Provided records.
((

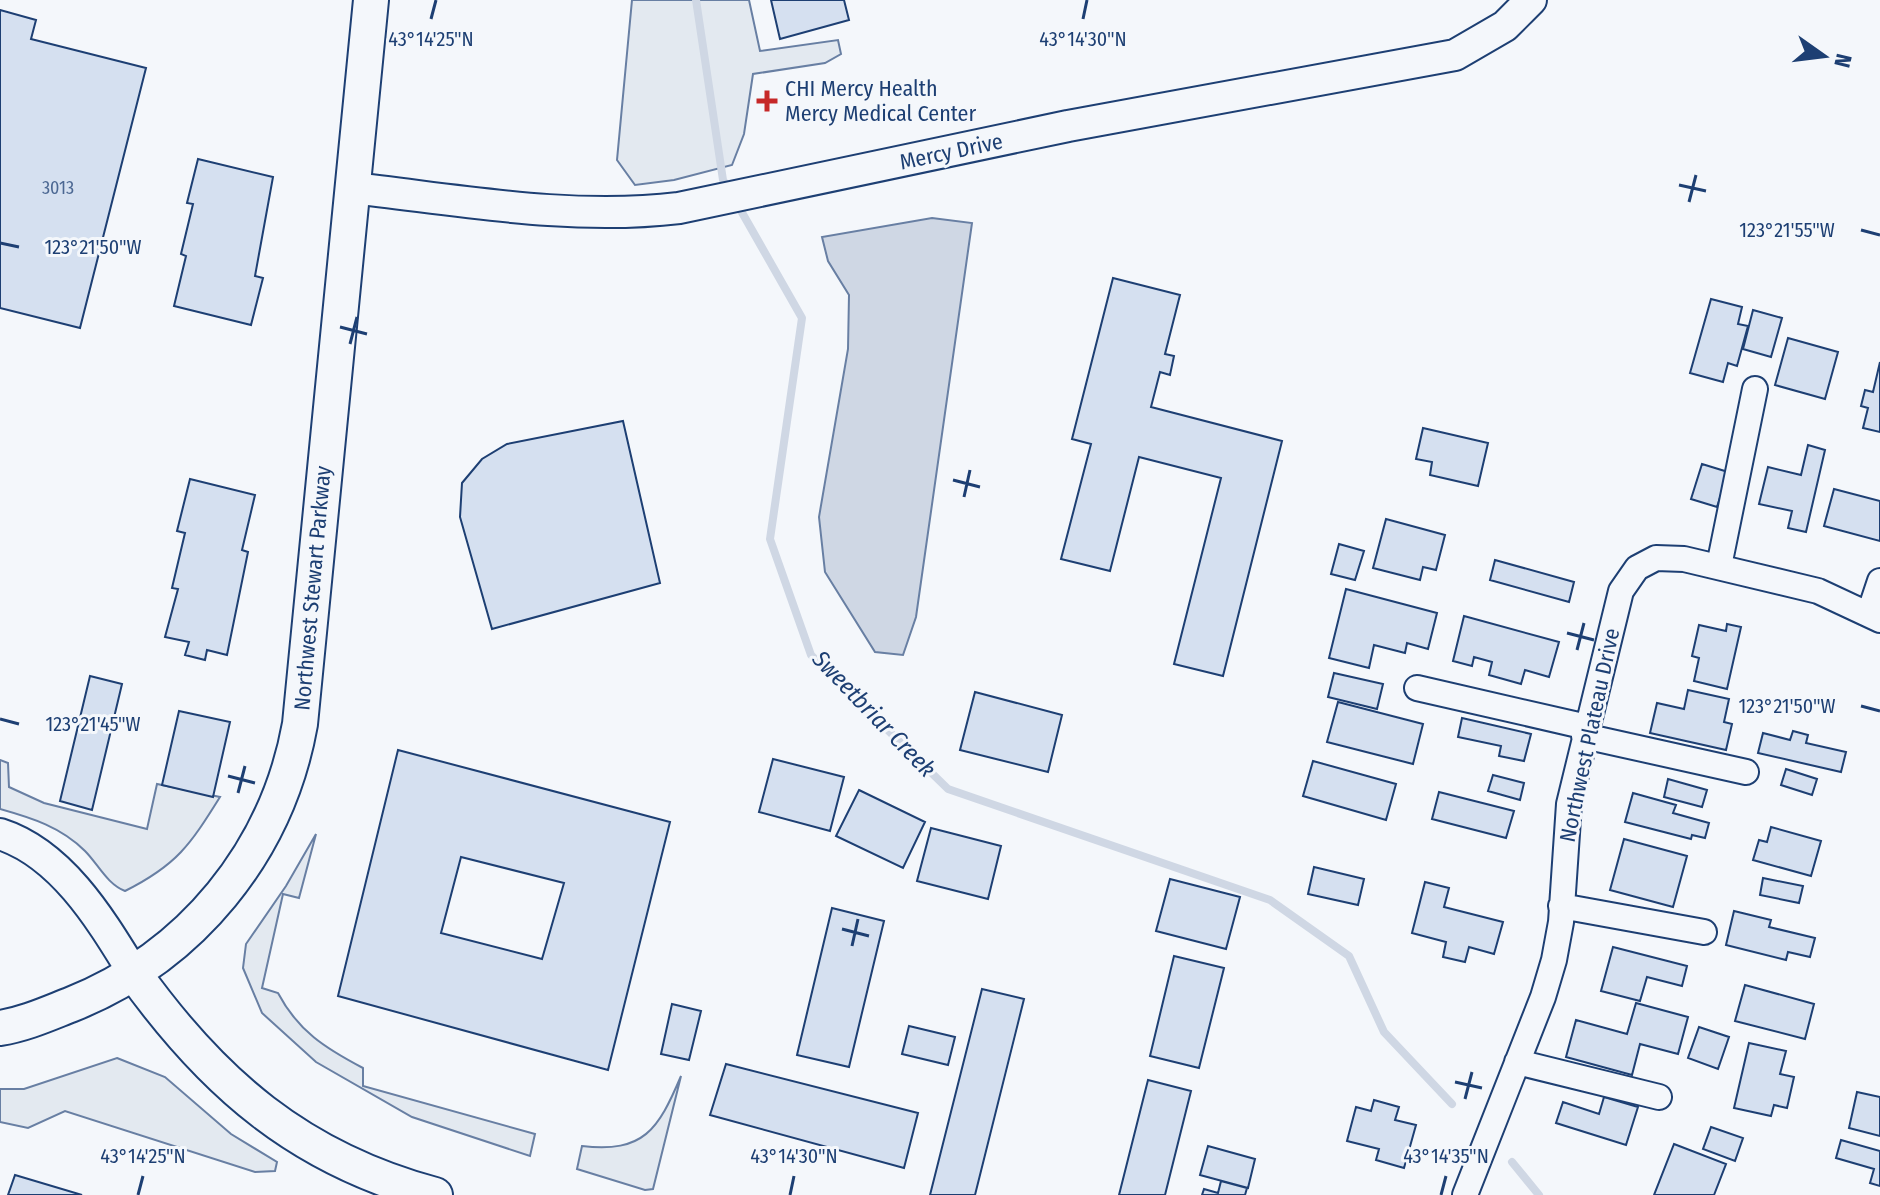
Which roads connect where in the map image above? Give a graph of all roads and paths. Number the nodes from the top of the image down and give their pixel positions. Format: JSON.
{"nodes":[{"id":1,"x":371,"y":0,"type":"edge"},
{"id":2,"x":1531,"y":0,"type":"edge"},
{"id":3,"x":352,"y":188,"type":"junction"},
{"id":4,"x":1755,"y":389,"type":"dead end"},
{"id":5,"x":1719,"y":566,"type":"junction"},
{"id":6,"x":1880,"y":581,"type":"edge"},
{"id":7,"x":1874,"y":617,"type":"edge"},
{"id":8,"x":1417,"y":688,"type":"dead end"},
{"id":9,"x":1586,"y":732,"type":"junction"},
{"id":10,"x":1746,"y":772,"type":"dead end"},
{"id":11,"x":0,"y":834,"type":"edge"},
{"id":12,"x":1561,"y":906,"type":"junction"},
{"id":13,"x":1704,"y":932,"type":"dead end"},
{"id":14,"x":133,"y":972,"type":"junction"},
{"id":15,"x":0,"y":1028,"type":"edge"},
{"id":16,"x":1517,"y":1062,"type":"junction"},
{"id":17,"x":1659,"y":1097,"type":"dead end"},
{"id":18,"x":435,"y":1195,"type":"edge"},
{"id":19,"x":1465,"y":1195,"type":"edge"}],
"edges":[{"from":1,"to":3,"type":"main road","name":"Northwest Stewart Parkway"},
{"from":2,"to":3,"type":"street","name":"Mercy Drive"},
{"from":3,"to":14,"type":"main road","name":"Northwest Stewart Parkway"},
{"from":4,"to":5,"type":"street"},
{"from":5,"to":7,"type":"street","name":"Northwest Plateau Drive"},
{"from":5,"to":9,"type":"street","name":"Northwest Plateau Drive"},
{"from":6,"to":7,"type":"street"},
{"from":8,"to":9,"type":"street"},
{"from":9,"to":10,"type":"street"},
{"from":9,"to":12,"type":"street","name":"Northwest Plateau Drive"},
{"from":11,"to":14,"type":"street"},
{"from":12,"to":13,"type":"street"},
{"from":12,"to":16,"type":"street","name":"Northwest Plateau Drive"},
{"from":14,"to":15,"type":"main road","name":"Northwest Stewart Parkway"},
{"from":14,"to":18,"type":"main road"},
{"from":16,"to":17,"type":"street"},
{"from":16,"to":19,"type":"street","name":"Northwest Plateau Drive"}]}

))

Assignment.
Sift the material for lines that include the word "Parkway", and copy each one.

Task answer.
"edges":[{"from":1,"to":3,"type":"main road","name":"Northwest Stewart Parkway"},
{"from":3,"to":14,"type":"main road","name":"Northwest Stewart Parkway"},
{"from":14,"to":15,"type":"main road","name":"Northwest Stewart Parkway"},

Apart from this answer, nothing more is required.